SAP HANA has gotten much attention, mainly for its potential. I finally got briefed on HANA a few weeks ago. While we didn’t have time for all that much detail, it still might be interesting to talk about where SAP HANA stands today.
SAP HANA is positioned as an “appliance”. So far as I can tell, that really means it’s a software product for which there are a variety of emphatically-recommended hardware configurations — Intel-only, from what right now are eight usual-suspect hardware partners. Anyhow, the core of SAP HANA is an in-memory DBMS. Particulars include:
- Mainly, HANA is an in-memory columnar DBMS, based on SAP’s confusingly-renamed BI Accelerator/BW Accelerator. Analytics and most OLTP (OnLine Transaction Processing) go against the columnar part of HANA.
- The HANA DBMS also has an in-memory row storage option, used to store metadata, small tables, and so on.
- SAP HANA talks both SQL and MDX.
- The HANA DBMS is shared-nothing across blades or rack servers. I imagine that within an individual blade it’s shared everything. The usual-suspect data distribution or partitioning strategies are available — hash, range, round-robin.
- SAP HANA has what sounds like a natural disk-based persistence strategy — logs, snapshots, and so on. SAP says that this is synchronous enough to give ACID compliance. For some hardware partners, those “disks” are actually Fusion I/O cards.
- HANA is fault-tolerant “across servers”.
- Text support is “coming soon”, which makes sense, given that BI Accelerator was based on the TREX search engine in the first place. Inxight is also in the HANA text mix.
- You can put data into SAP HANA in a variety of obvious ways:
- Writing it directly.
- Trigger-based replication (perhaps from the DBMS that runs your SAP apps).
- Log-based replication (based on Sybase Replication Server).
- SAP Business Objects’ ETL tool.
SAP says that the row-store part is based both on P*Time, an acquisition from Korea some time ago, and also on SAP’s own MaxDB. The IBM white paper mentions only the MaxDB aspect. (Edit: Actually, see the comment thread below.) Based on a variety of clues, I conjecture that this was an aspect of SAP HANA development that did not go entirely smoothly.

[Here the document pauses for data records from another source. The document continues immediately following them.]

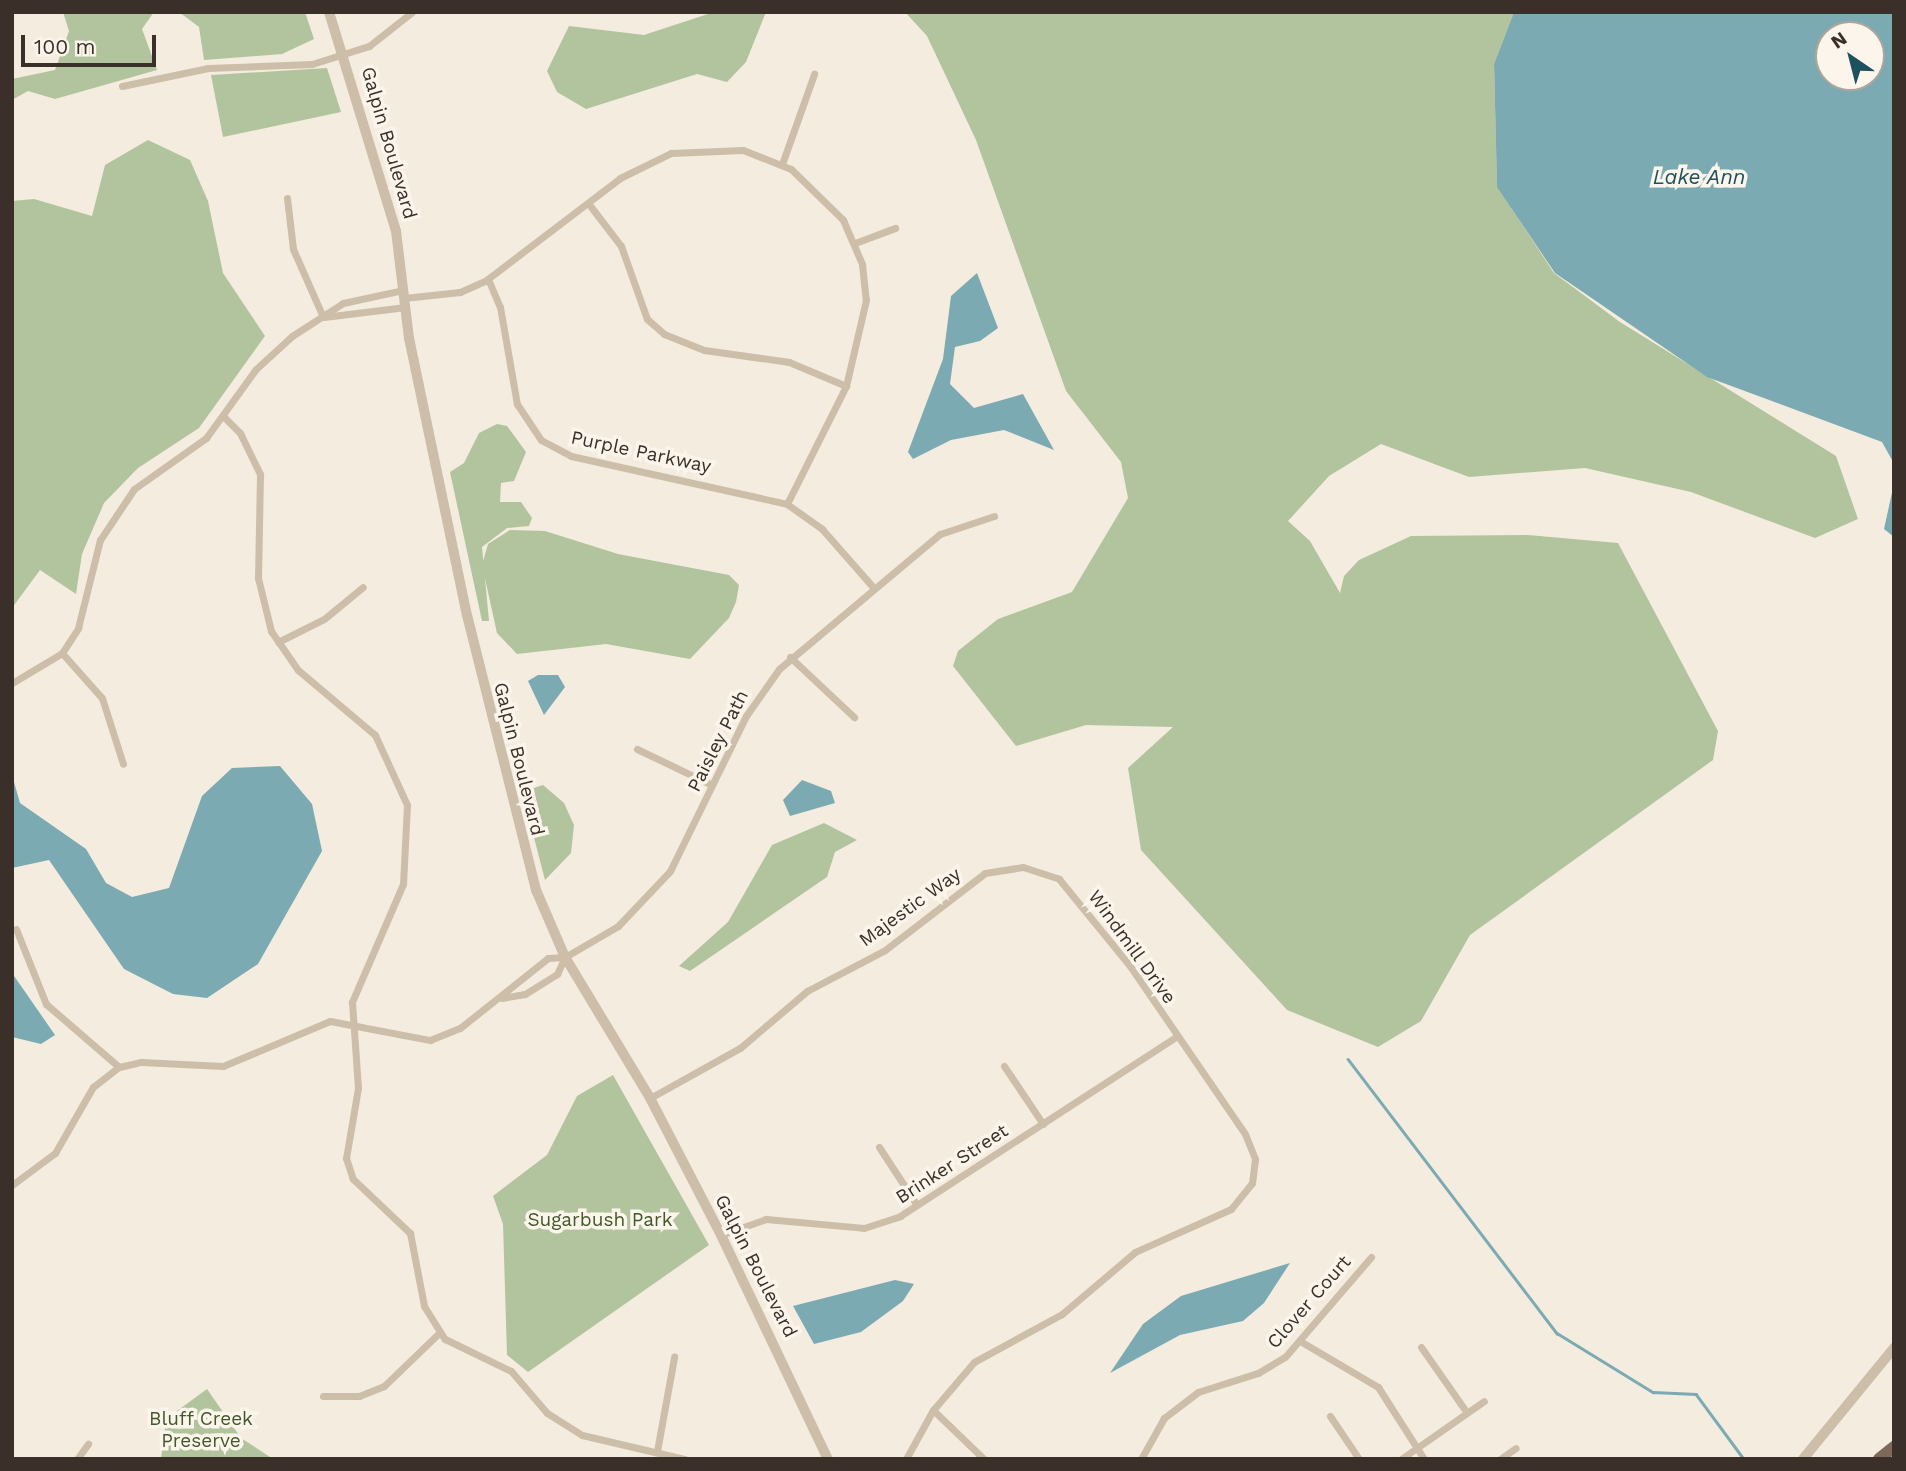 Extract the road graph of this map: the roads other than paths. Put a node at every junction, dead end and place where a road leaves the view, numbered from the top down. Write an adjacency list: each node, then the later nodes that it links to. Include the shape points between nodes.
1 (329, 12): 3 (street, Galpin Boulevard)
2 (412, 12): 3 (street, via 380,40)
3 (344, 54): 5 (street, via 291,67 197,69); 12 (street, Galpin Boulevard, via 396,230)
4 (814, 74): 6 (street)
5 (122, 86)
6 (782, 164): 8 (street, via 743,149 680,151 637,167); 10 (street, via 825,196)
7 (287, 198): 13 (street, via 293,249)
8 (588, 203): 11 (street); 14 (street, via 621,246 648,327 685,345 772,358)
9 (895, 228): 10 (street)
10 (855, 243): 14 (street, via 866,317)
11 (488, 279): 12 (street, via 460,292); 16 (street, Purple Parkway, via 500,307 517,404 541,440 571,456)
12 (404, 298): 13 (street); 13 (street, via 343,303); 30 (street, Galpin Boulevard, via 503,771 525,859)
13 (323, 317): 15 (street, via 275,349)
14 (846, 386): 16 (street)
15 (224, 417): 20 (street, via 247,444 260,474 258,578); 21 (street, via 114,512 100,540 85,610)
16 (787, 504): 19 (street, Purple Parkway, via 822,529)
17 (994, 516): 19 (street, Paisley Path, via 949,529)
18 (363, 587): 20 (street, via 324,619)
19 (873, 587): 22 (street, Paisley Path)
20 (278, 642): 32 (street, via 308,681 375,735 407,805 403,884 358,979)
21 (62, 653): 23 (street); 26 (street, via 102,698)
22 (790, 657): 24 (street); 27 (street, Paisley Path, via 755,700)
23 (12, 683)
24 (854, 718)
25 (638, 749): 27 (street)
26 (122, 764)
27 (712, 785): 30 (street, Paisley Path, via 675,863 648,901)
28 (1059, 879): 33 (street, Windmill Drive); 36 (street, Majestic Way, via 1023,867 985,873 885,950 807,991 740,1048)
29 (16, 929): 35 (street, via 46,1004)
30 (565, 957): 31 (street, via 546,981 525,994); 31 (street, via 548,958 525,972); 36 (street, Galpin Boulevard)
31 (502, 998): 32 (street, via 430,1040 396,1037)
32 (350, 1021): 35 (street, via 308,1025 223,1066 141,1062); 43 (street, via 358,1088 346,1158 363,1192 410,1233 421,1293)
33 (1177, 1037): 37 (street, Brinker Street); 50 (street, Windmill Drive, via 1252,1146 1254,1171 1247,1193 1223,1213 1135,1252 1049,1323 987,1352)
34 (1004, 1066): 37 (street)
35 (118, 1067): 39 (street, via 93,1087 55,1153)
36 (650, 1098): 41 (street, Galpin Boulevard)
37 (1043, 1124): 40 (street, Brinker Street)
38 (879, 1147): 40 (street)
39 (12, 1185)
40 (917, 1205): 41 (street, Brinker Street, via 864,1228 784,1217)
41 (721, 1235): 60 (street, Galpin Boulevard)
42 (1371, 1257): 44 (street, Clover Court)
43 (439, 1333): 48 (street, via 384,1386 359,1396); 57 (street, via 465,1353 517,1376 567,1428 593,1440)
44 (1300, 1341): 54 (street, via 1378,1387); 63 (street, Clover Court, via 1272,1366 1209,1386 1181,1404 1155,1429)
45 (1421, 1347): 51 (street)
46 (1894, 1348): 68 (street)
47 (674, 1357): 57 (street)
48 (323, 1396)
49 (1484, 1401): 51 (street)
50 (933, 1410): 61 (street, Windmill Drive); 62 (street)
51 (1467, 1413): 54 (street)
52 (1330, 1416): 64 (street)
53 (88, 1444): 58 (street)
54 (1419, 1447): 65 (street); 66 (street)
55 (1894, 1447): 69 (main road)
56 (1516, 1448): 67 (street)
57 (657, 1451): 59 (street)
58 (77, 1459)
59 (684, 1459)
60 (828, 1459)
61 (906, 1459)
62 (984, 1459)
63 (1141, 1459)
64 (1359, 1459)
65 (1401, 1459)
66 (1424, 1459)
67 (1500, 1459)
68 (1803, 1459)
69 (1879, 1459)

Other SAP HANA components include:
- A hierarchical planning/consolidation engine. SAP says that what’s hard about hierarchical planning is the complex versioning/locking it entails.
- A scoring-only predictive analytics library, based on R. Of course, SAP is working on adding predictive modeling to the mix.
- Other libraries, for “business functions”. The example SAP offered was allocations across cost centers.
- At least three modeling pieces, one each for developers, business analysts, and administrators.
- Application server run-time services, whatever that means.
Those pieces sound a lot like what’s in SAP BW (Business Warehouse), which is surely not a coincidence.
In one quick conversation with SAP, it’s hard to sort out where SAP HANA has actually been used in production, and where people are just building something on HANA that they hope will work well. That said:
- The SAP Business Objects BI on Demand SaaS (Software as a Service) offering now runs “mostly” on HANA.
- Also running on HANA is the analytic part of SAP’s Business ByDesign general SaaS offering. (Even though Business ByDesign is widely regarded as having had disappointing adoption, SAP does say it has >1000 customers at this point.)
- Certain specific SAP apps require or strongly benefit from HANA today.
- SAP BW has been ported to HANA, as a deployment option. (That’s in controlled release, with full GA coming some months down the road.)
- The same is planned to soon be true for SAP’s various application suites, more or less in their entirety.
- SAP says that in the market where its users are most likely to build their own custom apps — financial services — there’s been some custom HANA app building as well.
- At least one third party (called Medidata) is building at least one SaaS application on HANA.
The example SAP gave for a new app built on HANA happened to be in the machine-generated data area — Smart Meter Analytics, which polls electric meters every 15 minutes or so. SAP’s named reference has pretty low data volumes (commercial meters only), but SAP expects deployment soon across commercial and residential meters alike for a large US electric utility.
In another example, SAP took an existing application — a fairly analytic one called “CO-PA”, for Profitability Analysis — and accelerated part of it via HANA, specifically in the area of allocations. The port only required a few lines of code, reflecting that certain tables were moved from the RDBMS to HANA in a schema-preserving way.
Putting all that together, the analytic case for SAP HANA seems decently substantiated — there are years of experience with the technology and its antecedents, and column stores (including in-memory) are well-established for analytics via multiple vendors. The OLTP case for HANA, however, remains largely unproven. It will be interesting to see how it plays out.